Some mayors have expressed trepidation that they may be competing with the province for the $60 billion in new infrastructure grants Ottawa is to begin doling out.

"That is not being put on the table at the expense of the vision for Metro Vancouver," Fassbender said of the Massey request. "We're not saying 'Give us money for this at the expense of that.'"

He said the provincial government has a responsibility to consider the needs of the whole province.

Fassbender appeared in Surrey Friday with federal Infrastructure Minister Amarjeet Sohi, who announced a new round of federal gas tax transfers totalling $73 million for 57 projects across B.C.

Water and sewage system upgrades – such as $4.3 million for ultraviolet disinfection of wastewater in Abbotsford – dominated the list of grants.

Separately administered gas tax transfers for Metro Vancouver are destined for TransLink, mainly to replace buses.
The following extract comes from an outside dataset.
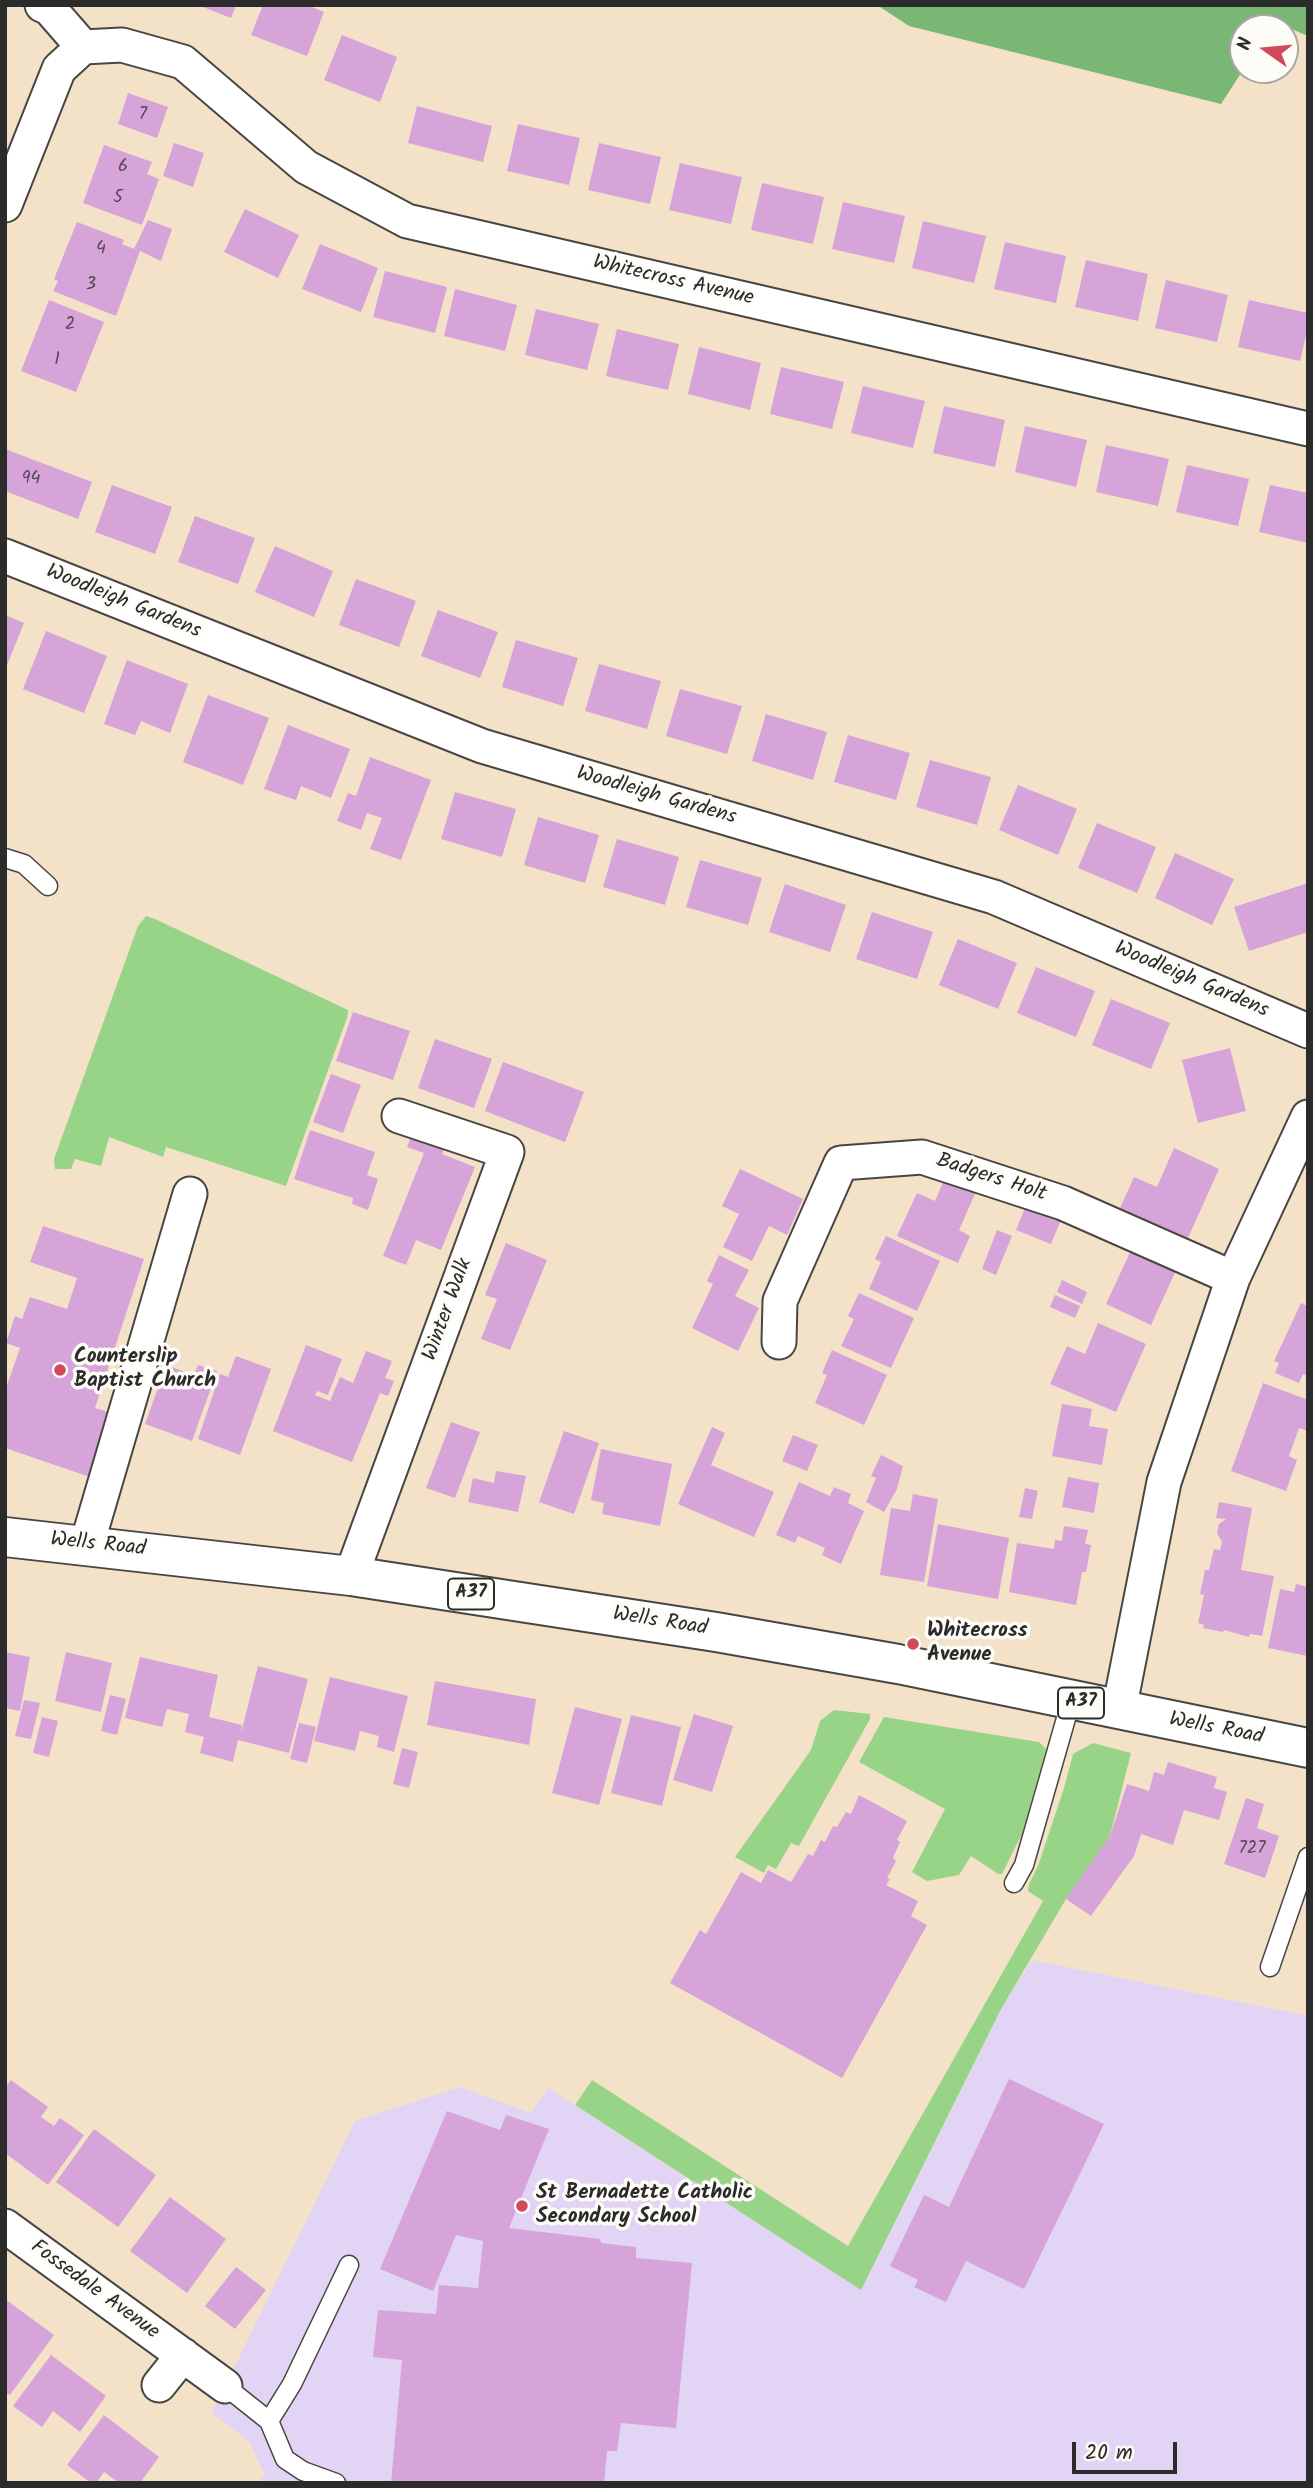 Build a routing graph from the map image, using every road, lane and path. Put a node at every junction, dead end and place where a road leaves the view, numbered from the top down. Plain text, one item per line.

Sohi confirmed the federal government is strongly considering a more generous federal contribution on the new infrastructure grants, deviating from the traditional formula of one third each from Ottawa, Victoria and the local government.

He said that could allow municipalities to pay less than one third of capital projects, in recognition of their strained finances and the fact that they end up shouldering the long-term costs of operating and maintaining new infrastructure, usually without much help from senior governments.

"We can't change the formula for the existing funding under the Building Canada fund," Sohi said.

"But we're open to exploring the options of the federal government playing a greater role and providing more funding than the one third that has been traditional in the past."

Sohi also reiterated the federal government's intention to support Surrey's light rail project with the transit portion of new infrastructure funds.

Federal Infrastructure Minister Amarjeet Sohi.